You can email USC and get the exact pricing as it fluctuates. I emailed them a few years ago found out it was WAY out of my budget.


----------



## gsilbers (Jan 10, 2009)

JT3_Jon @ Sat Jan 10 said:


> You can email USC and get the exact pricing as it fluctuates. I emailed them a few years ago found out it was WAY out of my budget.



how much a few years ago?


----------



## rgames (Jan 11, 2009)

If it's a graduate degree from USC, then the price would be whatever graduate tuition is at USC. Do college/university departments have individual prices for the degrees they grant?

If it's handled by the school but outside the university, then it could very well have a separate price. A lot of "executive degrees" are handled that way.

rgames


----------



## JT3_Jon (Jan 11, 2009)

I should clarify that I emailed them asking about not just the tuition (which is set by the university) but the "extra" costs like lab fees, books, etc. I don't have the info anymore as I have moved on from that dream, but they do have scholarships & grants available and of course student loans. Just email the music department and they will gladly let you know all about their programs/costs. In fact, they let me sit in on a class! Very nice people.


----------



## Brian Ralston (Jan 11, 2009)

Just got back from a day on the road and away from the computer...I will answer any and all of your questions to the best of my ability later tomorrow (sunday) if that is ok?


----------



## Brian Ralston (Jan 11, 2009)

> pricing for the whole program. i couldnt find it in the website.


The SMPTV program is part of the graduate music college. Also, it is an "advanced studies certificate" and not a full masters degree. Basically, because it is not an accredited program. Which allows them to run the program like a trade school program and not have to conform to the rules of graduate school like GRE test/scores and other national graduate exams, etc....

So, you have to be admitted to (or qualify for admission) to the graduate school at a minimum. They really only take about 20 people per year, give or take. It use to be pretty normal that qualified applicants would get put on the waiting list for a year due to demand and small class size of the SMPTV program.

The cost now I believe is the same as a regular graduate tuition. USC is a private school. not a state school like UCLA...so it is much more expensive. 

The graduate program tuition at USC costs 14,994.00 per semester.
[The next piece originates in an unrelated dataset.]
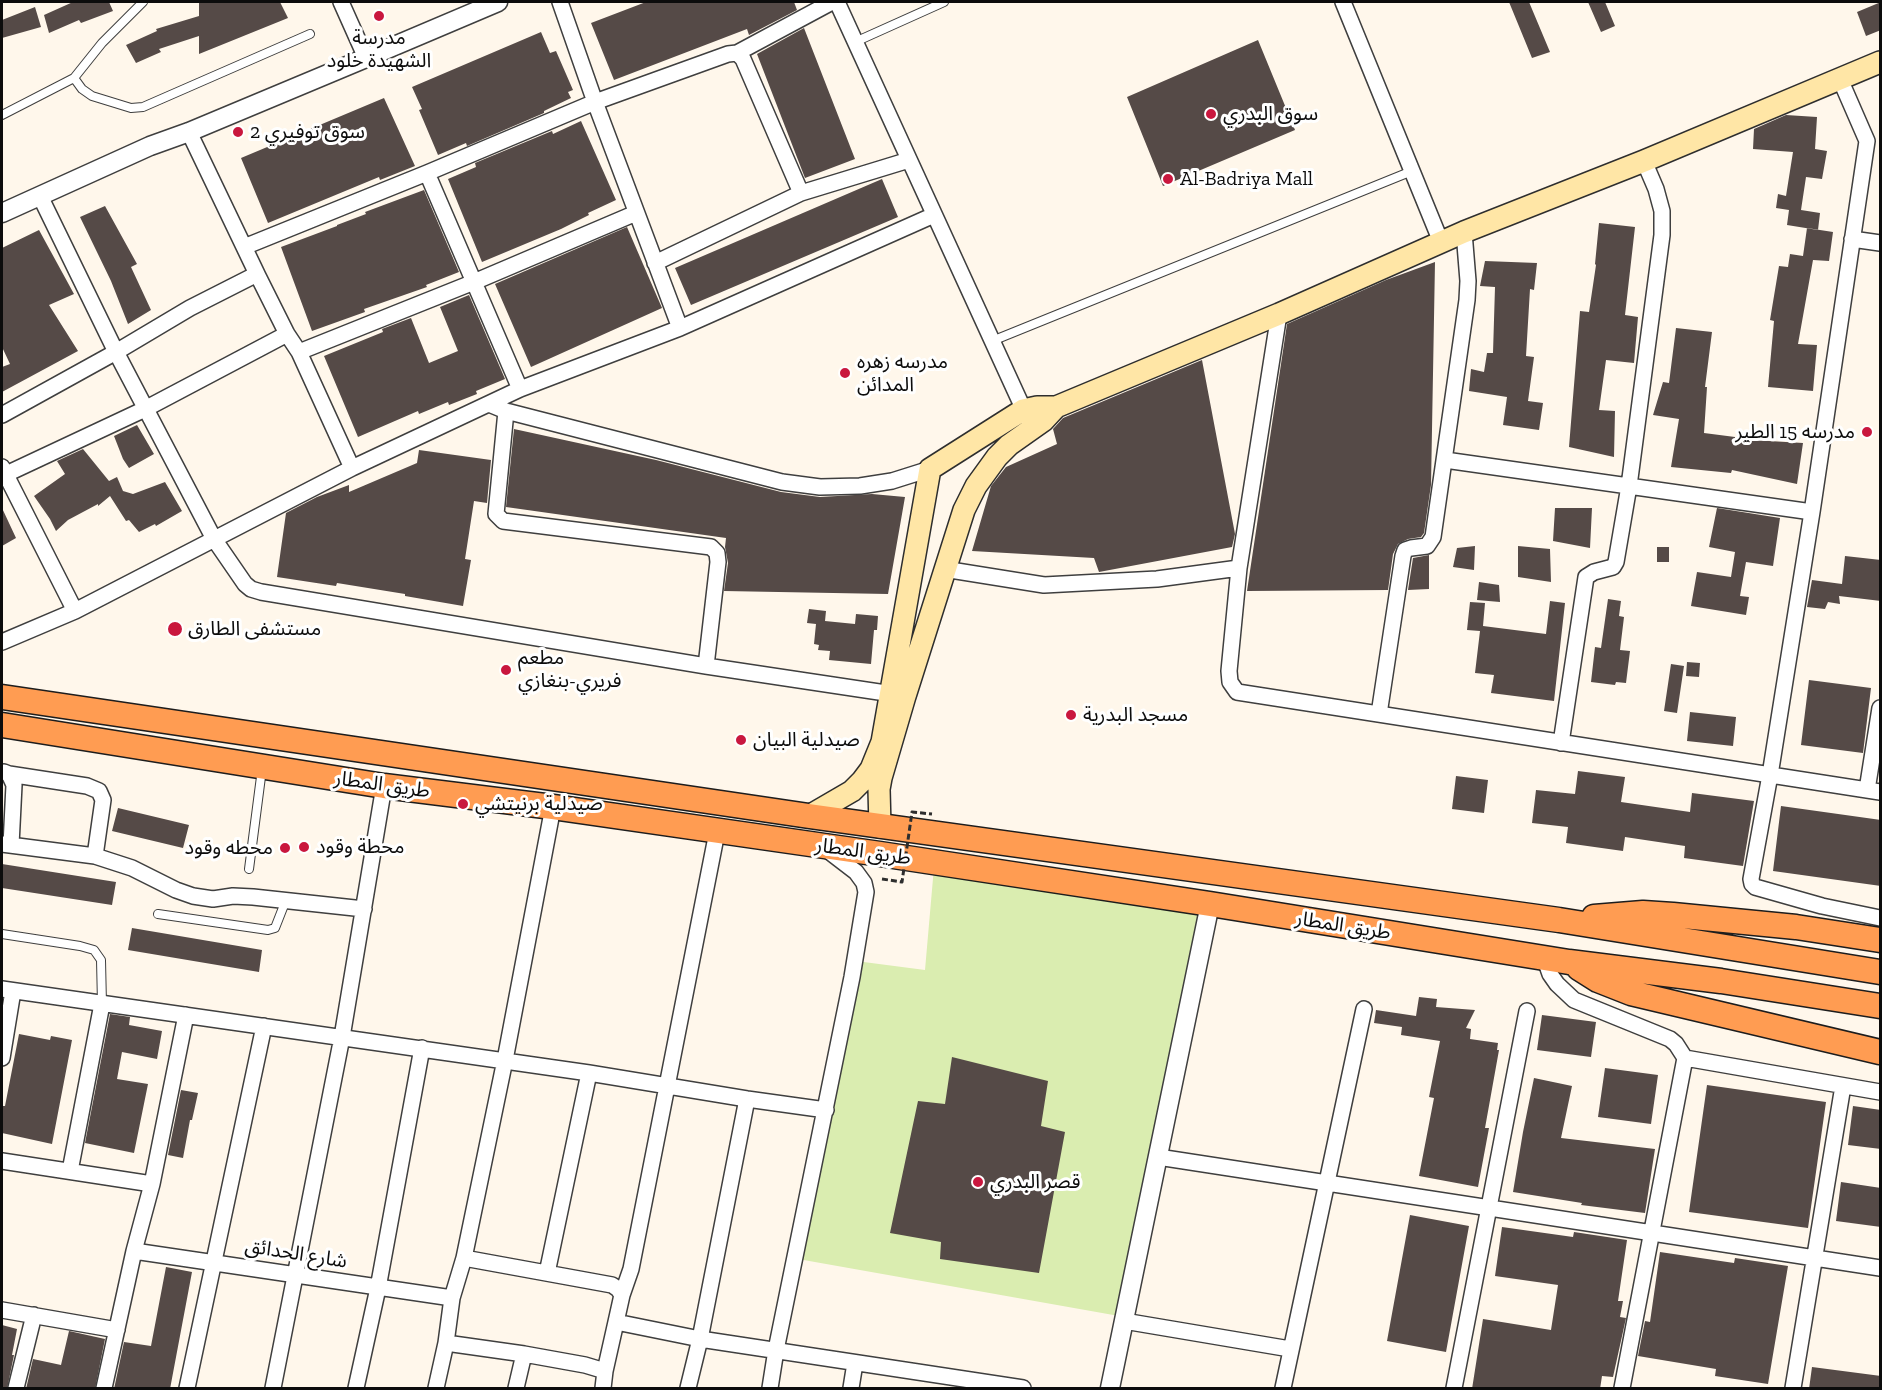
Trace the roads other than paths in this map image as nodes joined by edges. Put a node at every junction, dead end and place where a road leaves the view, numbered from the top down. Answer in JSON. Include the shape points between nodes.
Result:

The SMPTV program is currently an intensive one year program. So...two mandatory semesters will cost roughly $30,000 tuition. 

Plus...you are required to pay for health insurance while you are a student. That costs $197 per semester (mandatory). 

And there may be other "lab" fees associated with the SMPTV program specifically that I am not currently aware of. 

A campus parking permit will cost between $150 and $330 per year, depending on what lots and garages you get. 

A listing of current USC fees can be found http://www.usc.edu/dept/publications/cat2004/general_info/tuition.html (HERE).

Also, don't forget to factor in the cost of living in Loo Angeles...which is very expensive. 



> and how was your experience in the program? did u like it?



One of the best things I had done in my life and career at that point. I feel fortunate that my class had the opportunity to study and learn from so many of the greats from the film scoring world before they left us. Buddy Baker, David Raksin, Joe Harnell, Elmer Bernstein. The program is very different now. But from what little I know...the changes Brian King made were better and have made the program an even stronger intensive year for the participants. You should really email or call Brian King and see if he has time to answer your questions too. he runs the program now. When I was in it...there was a lot of focus on the "old school" way of scoring film...with some focus on the newer technology. Now...there seems to be a lot of focus on the new technology. Which is probably a good thing. 



> did you know a lot before going in and learnt even more about filmscoring/music in general?



I felt I knew a lot already. But of course, I always have a lot more to learn. I still learn something from every project and experience I have. there were quite a few on my class who were talented composers...but did not have a history with scoring to picture and the program was an introduction of that craft to them. Many had a diverse array of talents and experiences that made our class very unique in my opinion. 



> is it way different than say, the ucla program?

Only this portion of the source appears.